TASK DETAILS:
Copy each line of the material below that includes the string "Graphviz".

RECORDS SHOWN:
※ ※ ※
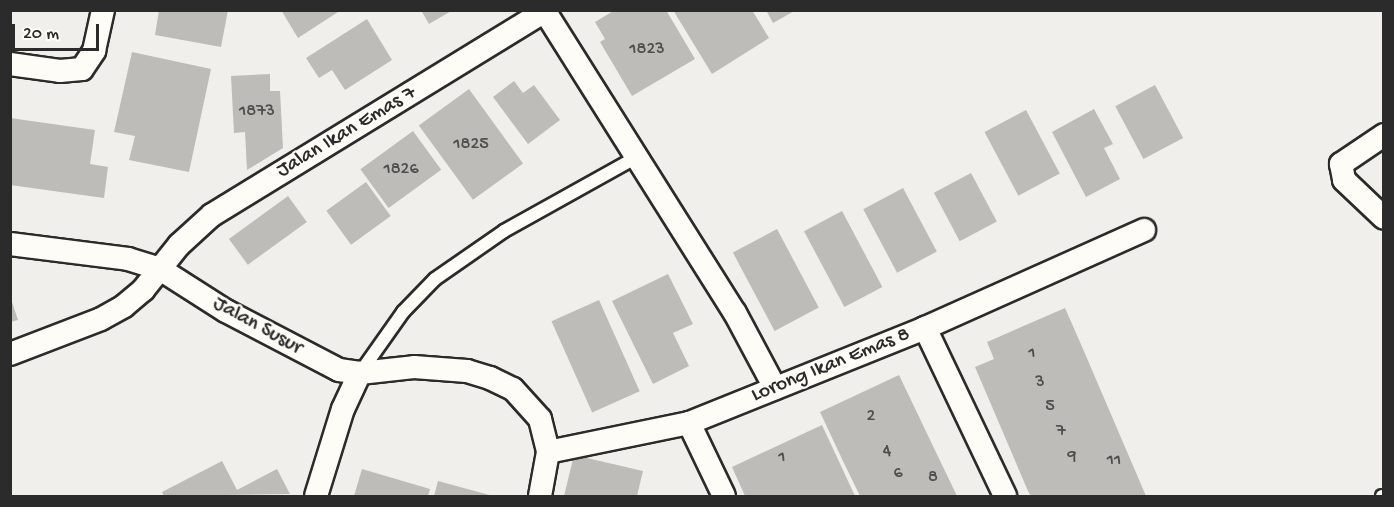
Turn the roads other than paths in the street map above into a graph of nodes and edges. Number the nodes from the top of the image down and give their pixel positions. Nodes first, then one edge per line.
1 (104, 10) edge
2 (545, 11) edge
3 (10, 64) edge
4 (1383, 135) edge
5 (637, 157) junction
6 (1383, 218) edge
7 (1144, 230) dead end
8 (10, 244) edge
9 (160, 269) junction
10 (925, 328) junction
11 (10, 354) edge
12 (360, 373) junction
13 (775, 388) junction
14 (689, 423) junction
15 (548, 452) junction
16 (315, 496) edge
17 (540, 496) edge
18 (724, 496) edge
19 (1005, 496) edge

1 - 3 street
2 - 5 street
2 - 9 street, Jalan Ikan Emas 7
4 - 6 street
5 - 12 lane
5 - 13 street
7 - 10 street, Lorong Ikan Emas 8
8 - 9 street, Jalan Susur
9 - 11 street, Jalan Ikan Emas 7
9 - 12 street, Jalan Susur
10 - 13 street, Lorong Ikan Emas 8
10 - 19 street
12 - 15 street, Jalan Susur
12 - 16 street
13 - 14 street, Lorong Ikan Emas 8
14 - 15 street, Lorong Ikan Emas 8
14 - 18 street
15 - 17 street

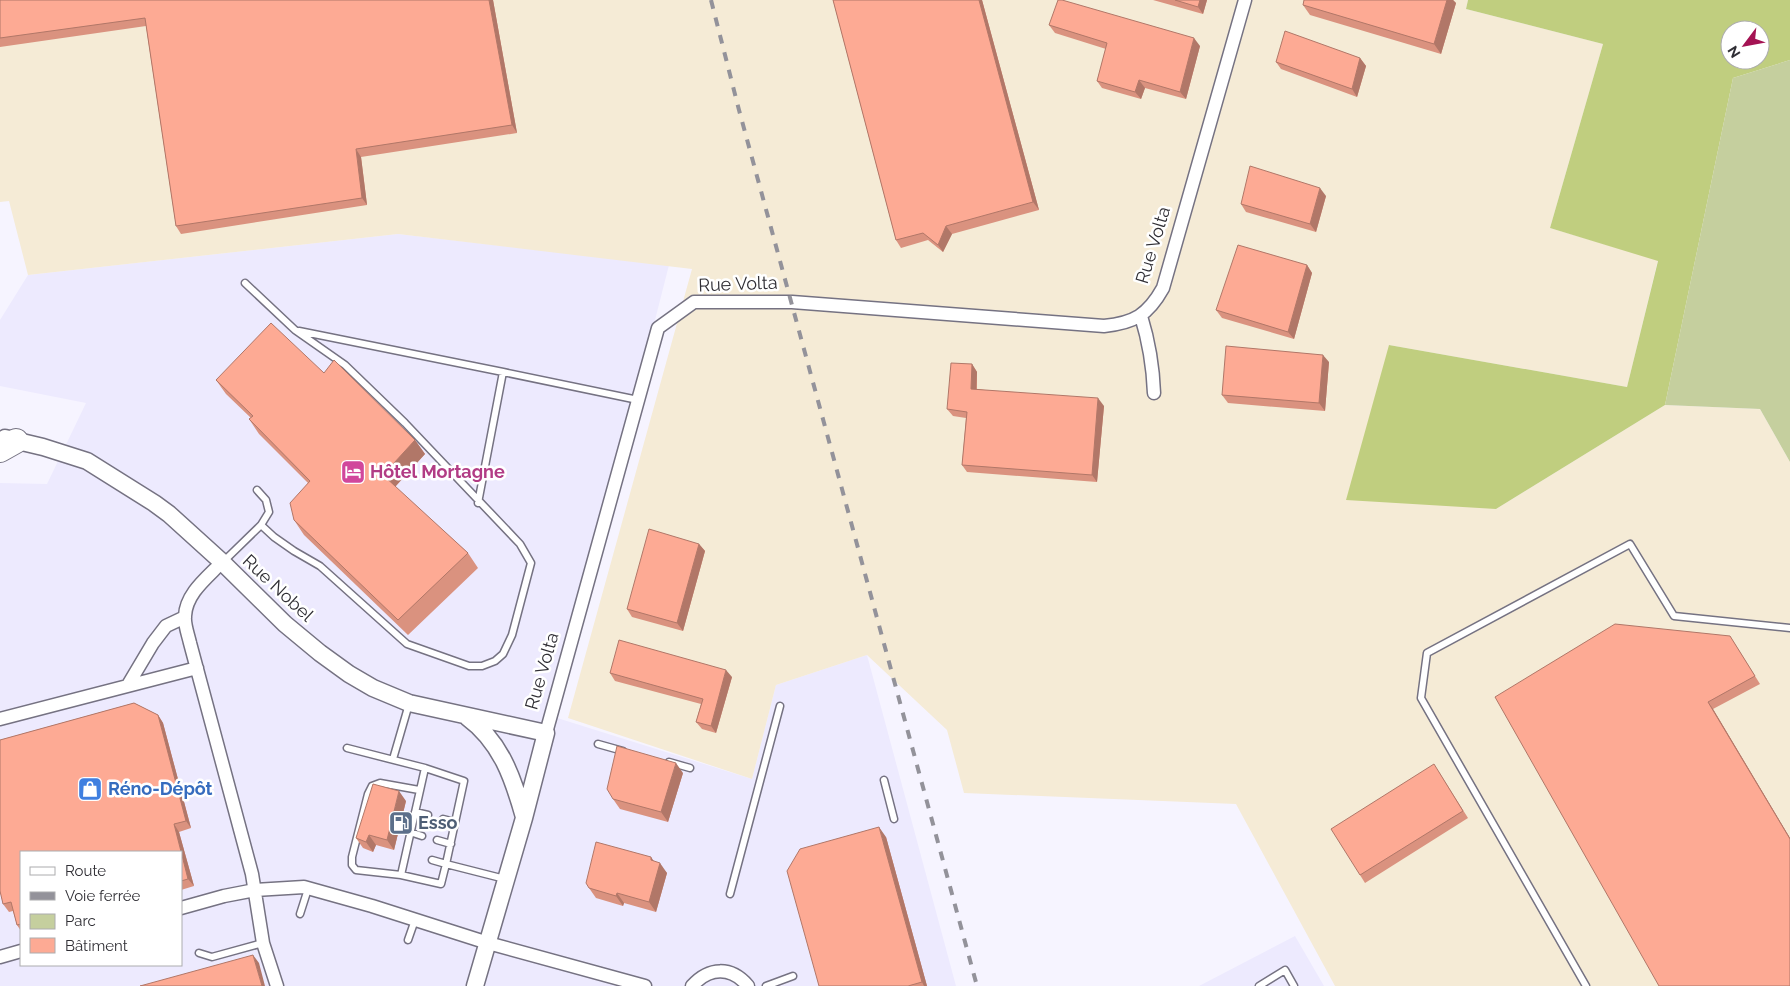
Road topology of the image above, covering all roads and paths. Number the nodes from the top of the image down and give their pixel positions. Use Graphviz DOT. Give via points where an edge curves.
※ ※ ※
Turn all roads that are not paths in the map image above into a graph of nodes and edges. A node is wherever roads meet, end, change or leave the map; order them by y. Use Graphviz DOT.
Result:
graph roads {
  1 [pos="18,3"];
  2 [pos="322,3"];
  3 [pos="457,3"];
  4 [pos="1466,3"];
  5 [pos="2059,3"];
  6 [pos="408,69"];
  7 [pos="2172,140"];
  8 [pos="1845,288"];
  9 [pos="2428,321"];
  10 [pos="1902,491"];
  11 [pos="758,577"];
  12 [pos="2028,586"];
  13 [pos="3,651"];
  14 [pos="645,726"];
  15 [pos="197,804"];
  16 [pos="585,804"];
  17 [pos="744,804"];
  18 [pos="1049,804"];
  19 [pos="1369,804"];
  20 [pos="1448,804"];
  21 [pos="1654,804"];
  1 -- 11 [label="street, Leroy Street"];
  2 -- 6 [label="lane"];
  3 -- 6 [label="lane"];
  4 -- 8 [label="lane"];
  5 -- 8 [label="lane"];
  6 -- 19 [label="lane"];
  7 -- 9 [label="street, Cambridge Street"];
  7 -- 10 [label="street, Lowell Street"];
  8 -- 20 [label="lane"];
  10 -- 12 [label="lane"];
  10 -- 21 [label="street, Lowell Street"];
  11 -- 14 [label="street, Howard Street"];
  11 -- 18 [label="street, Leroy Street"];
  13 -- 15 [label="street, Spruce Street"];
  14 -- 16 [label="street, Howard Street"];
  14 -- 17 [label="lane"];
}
※ ※ ※
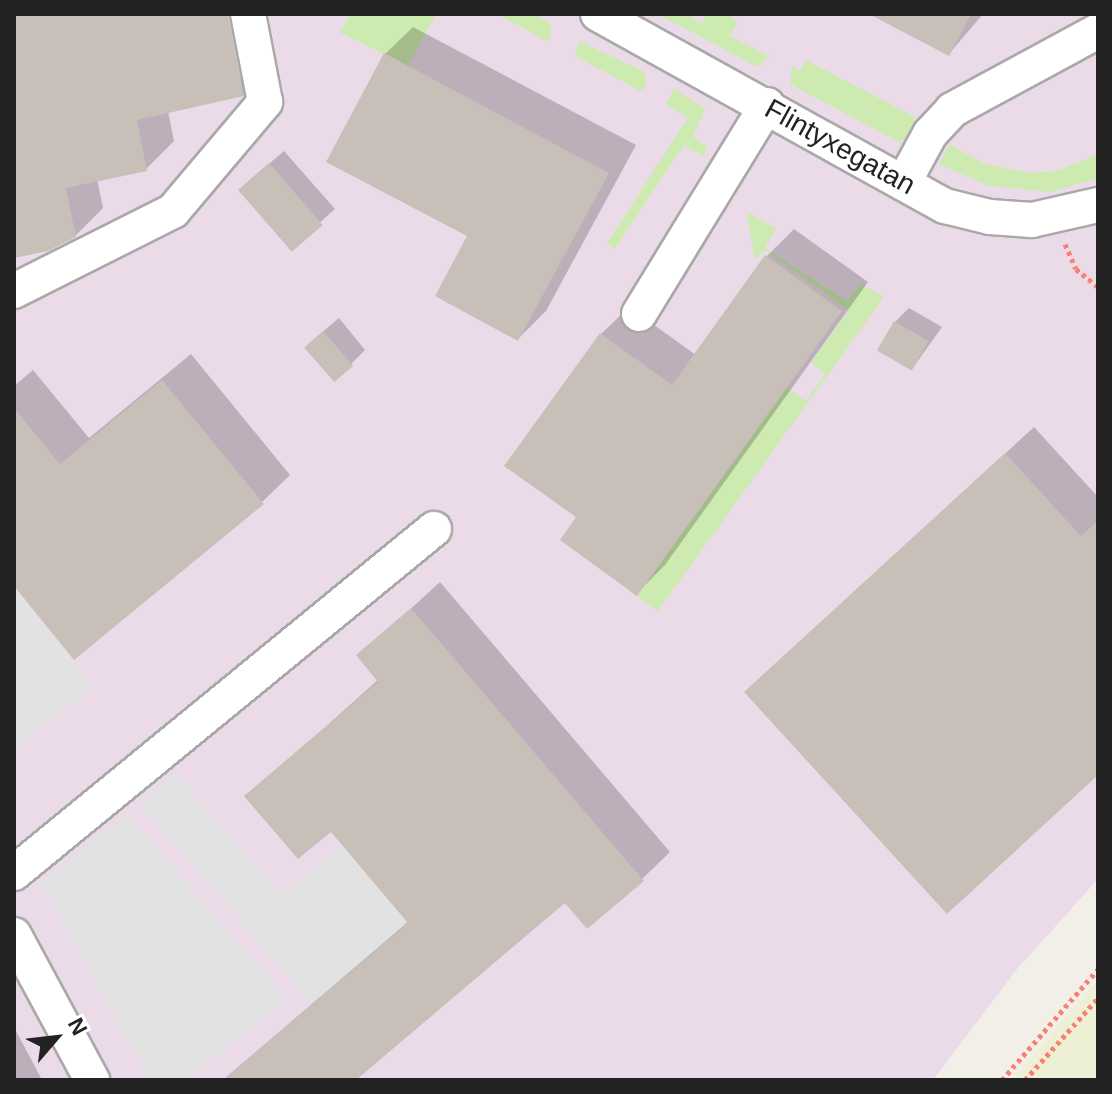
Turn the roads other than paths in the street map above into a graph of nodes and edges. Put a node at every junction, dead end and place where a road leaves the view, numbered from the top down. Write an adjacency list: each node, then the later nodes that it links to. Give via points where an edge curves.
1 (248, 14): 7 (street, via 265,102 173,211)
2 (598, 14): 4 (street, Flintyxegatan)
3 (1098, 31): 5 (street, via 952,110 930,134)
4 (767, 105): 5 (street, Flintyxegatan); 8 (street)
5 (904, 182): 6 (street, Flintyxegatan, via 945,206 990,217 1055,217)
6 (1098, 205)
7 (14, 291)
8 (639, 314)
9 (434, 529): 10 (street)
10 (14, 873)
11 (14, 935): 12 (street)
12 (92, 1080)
※ ※ ※
WRITTEN ANSWER:
Road topology of the image above, covering all roads and paths. Number the nodes from the top of the image down and give their pixel positions. Use Graphviz DOT. Give via points where an edge curves.
Turn all roads that are not paths in the map image above into a graph of nodes and edges. A node is wherever roads meet, end, change or leave the map; order them by y. Use Graphviz DOT.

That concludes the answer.